LaGO: Latent Action Guidance for Online Reinforcement Learning

Published 23 Jun 2026 in cs.AI | (2606.24669v1)

Abstract: LLMs have shown strong potential for planning and sequential decision-making, but prior work often relies on using them as direct controllers, which requires precise action generation and can be unreliable in practice. This paper proposes Latent Action Guidance for Online Reinforcement Learning (LaGO), a framework that uses a pretrained LLM as a latent action prior to softly guide online policy optimization, rather than treating the LLM as an explicit planner or controller. Experiments on both a discrete-control benchmark, CLEVR-Robot, and a continuous-control benchmark, Meta-World, demonstrate that LaGO consistently improves both reward and success rate over Vanilla PPO. In particular, LaGO increases the average success rate from 15.1% to 27.2% on CLEVR-Robot and from 2.7% to 15.2% on Meta-World. Our analysis further shows that stronger pretrained LLMs provide more effective guidance, suggesting that LLM knowledge can improve planning and online decision-making.

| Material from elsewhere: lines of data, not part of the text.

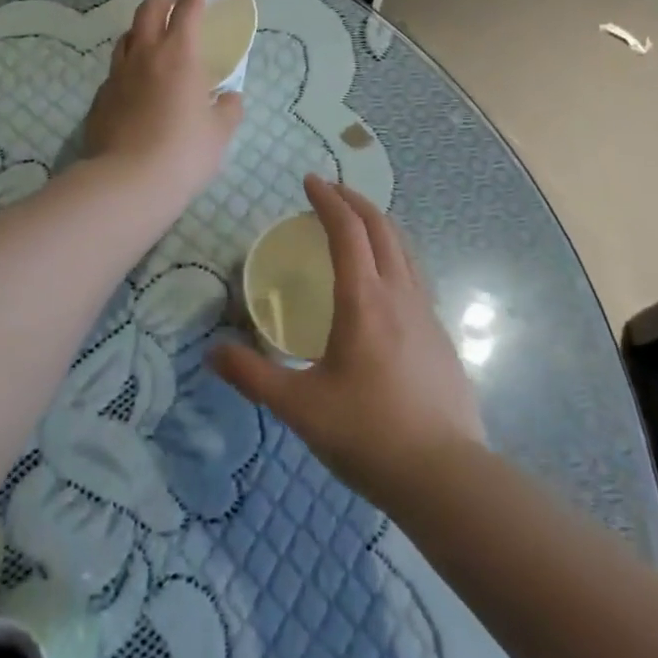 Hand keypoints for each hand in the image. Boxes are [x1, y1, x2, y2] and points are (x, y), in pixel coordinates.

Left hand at [83, 0, 244, 206]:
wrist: (130, 181)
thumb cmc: (185, 152)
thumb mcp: (219, 132)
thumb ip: (228, 109)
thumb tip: (229, 98)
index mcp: (180, 55)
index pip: (187, 10)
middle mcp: (145, 56)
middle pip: (149, 11)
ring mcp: (118, 75)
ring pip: (126, 37)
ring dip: (140, 26)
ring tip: (148, 29)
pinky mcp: (101, 98)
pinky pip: (116, 70)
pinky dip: (128, 63)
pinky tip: (133, 77)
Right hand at [212, 176, 486, 507]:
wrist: (446, 476)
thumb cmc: (368, 433)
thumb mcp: (300, 407)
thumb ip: (254, 376)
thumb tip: (212, 353)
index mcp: (363, 299)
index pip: (347, 230)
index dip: (327, 199)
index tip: (309, 181)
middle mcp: (399, 293)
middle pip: (381, 226)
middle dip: (354, 201)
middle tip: (330, 192)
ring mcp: (426, 312)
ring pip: (404, 247)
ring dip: (378, 224)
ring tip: (356, 225)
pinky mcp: (440, 334)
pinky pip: (414, 274)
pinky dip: (393, 254)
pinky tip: (383, 282)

Abstract PDF Upgrade to Chat

Authors (3)

Summary

The paper introduces a novel two-stage framework that uses latent LLM representations to guide online RL, significantly enhancing policy generalization.
It decouples the explicit action generation from the LLM by projecting environment states into a latent space and applying a KL-regularized prior.
Empirical results on CLEVR-Robot and Meta-World benchmarks show remarkable improvements in reward and success rate over Vanilla PPO.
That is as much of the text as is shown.